Vehicle Dealers Are Now Accountable Institutions. How Can They Adapt?

Vehicle Dealers Are Now Accountable Institutions. How Can They Adapt?

Vehicle Dealers Are Now Accountable Institutions. How Can They Adapt?

Late last year, South Africa changed the Financial Intelligence Centre Act (FICA) to alter the status of several business types, including motor vehicle dealers. Under the new changes, dealerships are accountable institutions. How does this affect their operations, and can they adapt to the new requirements?

Why this change is needed

The first question, though, is why this change? South Africa needed to make essential adjustments to financial reporting, especially around money laundering and cash transactions. We’ve read headlines of busted criminals who flaunted their ill-gotten wealth online, usually properties, expensive luxury items and cars. They tend to buy those items with illicitly-gained cash, effectively money laundering.

Vehicle dealers used to operate as reporting institutions, which required a limited amount of reporting. Certain tasks were not their problem, such as vetting a person’s identity, also known as Know Your Customer, or KYC.

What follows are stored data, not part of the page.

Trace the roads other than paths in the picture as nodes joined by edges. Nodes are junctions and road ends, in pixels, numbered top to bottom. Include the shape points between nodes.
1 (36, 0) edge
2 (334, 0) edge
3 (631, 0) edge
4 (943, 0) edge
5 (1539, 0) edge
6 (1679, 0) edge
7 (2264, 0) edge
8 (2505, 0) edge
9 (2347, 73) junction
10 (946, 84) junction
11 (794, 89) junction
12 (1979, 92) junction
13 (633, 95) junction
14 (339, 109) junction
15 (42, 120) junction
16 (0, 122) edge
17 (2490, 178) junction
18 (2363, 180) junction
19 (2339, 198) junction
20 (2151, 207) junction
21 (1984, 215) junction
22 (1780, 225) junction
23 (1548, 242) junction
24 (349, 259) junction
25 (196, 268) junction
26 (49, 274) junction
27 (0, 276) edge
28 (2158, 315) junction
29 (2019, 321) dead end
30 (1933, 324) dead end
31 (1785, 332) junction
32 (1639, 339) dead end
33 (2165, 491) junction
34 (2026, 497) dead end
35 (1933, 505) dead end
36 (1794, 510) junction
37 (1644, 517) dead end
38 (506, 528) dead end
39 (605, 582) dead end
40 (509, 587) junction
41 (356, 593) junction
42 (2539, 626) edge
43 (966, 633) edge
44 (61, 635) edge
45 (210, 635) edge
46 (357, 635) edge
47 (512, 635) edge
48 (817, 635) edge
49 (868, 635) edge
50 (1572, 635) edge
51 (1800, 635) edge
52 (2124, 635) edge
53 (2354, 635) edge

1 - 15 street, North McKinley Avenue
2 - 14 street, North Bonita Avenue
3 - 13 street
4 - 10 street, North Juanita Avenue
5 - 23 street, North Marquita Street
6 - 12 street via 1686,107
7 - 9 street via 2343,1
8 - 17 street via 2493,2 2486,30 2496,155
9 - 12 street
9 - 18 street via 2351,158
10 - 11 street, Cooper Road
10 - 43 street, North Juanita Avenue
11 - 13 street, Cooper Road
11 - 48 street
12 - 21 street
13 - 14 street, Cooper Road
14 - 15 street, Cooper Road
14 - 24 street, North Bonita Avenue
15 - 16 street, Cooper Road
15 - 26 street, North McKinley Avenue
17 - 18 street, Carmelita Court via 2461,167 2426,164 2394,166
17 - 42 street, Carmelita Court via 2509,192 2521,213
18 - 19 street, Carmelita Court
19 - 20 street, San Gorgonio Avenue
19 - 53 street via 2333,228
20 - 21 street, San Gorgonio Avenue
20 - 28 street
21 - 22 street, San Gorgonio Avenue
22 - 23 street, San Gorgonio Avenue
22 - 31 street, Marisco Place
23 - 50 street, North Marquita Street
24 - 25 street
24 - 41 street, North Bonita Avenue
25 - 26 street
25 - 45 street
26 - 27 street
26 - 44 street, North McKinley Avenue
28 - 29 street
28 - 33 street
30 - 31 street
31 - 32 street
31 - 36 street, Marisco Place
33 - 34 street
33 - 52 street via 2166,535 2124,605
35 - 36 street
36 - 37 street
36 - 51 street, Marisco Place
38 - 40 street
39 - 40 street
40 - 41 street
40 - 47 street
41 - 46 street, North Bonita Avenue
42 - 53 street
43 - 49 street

Before the FICA change, dealerships were already responsible for reporting suspicious transactions and individuals. But as reporting institutions, they could pass the responsibility of identifying a person to financial service providers, which are accountable institutions. Under a credit-based transaction, that isn’t a problem. Ensuring a buyer is who they claim to be reduces the dealership’s risk of being defrauded. It was a win-win: the dealership was paid for goods, and the financial institution could offer an interest-bearing loan.

But when someone buys a vehicle with cash, that symbiosis doesn’t come into play. Hence the change to FICA: vehicle dealers are accountable institutions under the new rules and have several extra responsibilities, such as better risk and compliance management and vetting customer identities.

Reporting suspicious transactions

As mentioned earlier, dealerships must now report suspicious transactions. But now they have an added responsibility to vet the customer. This change applies to any company that transacts in high-value goods. Non-compliance will lead to financial and legal penalties, though the FIC has provided an 18-month grace period starting in December 2022 for dealerships to get their processes in place.

Still, that leaves a lot to do and will be more challenging for smaller companies. How can they tackle this complex transition and still gain business value? Contactable suggests that dealerships consider using digital platforms. For example, a modern identity-management platform provides the processes and checks that create a seamless, automated system that integrates with existing workflows.

Cost efficiency and scaling

Platforms are different from other software. They cost less and are modular, simplifying the choices of what functions to add to a business. They scale easily, so what starts as a KYC process can expand into managing identity for other risks, such as cybercrime. And the best identity platforms already integrate with major financial institutions, thus accelerating financing clearance for people buying on credit.

Dealerships have known about this change but avoided adaptation because it seems complex without apparent business benefits. Now they don’t have a choice. But with platform systems, they can avoid the headaches and instead create additional business value through automation and integration, including reduced fraud and simplified reporting.

The shift to accountable institutions will not change. South Africa has since been greylisted for insufficiently tackling illicit financial flows, so enforcement will increase to reverse the greylisting. Dealerships could treat this as a grudge. But they can turn a grudge into new business benefits with the right platforms.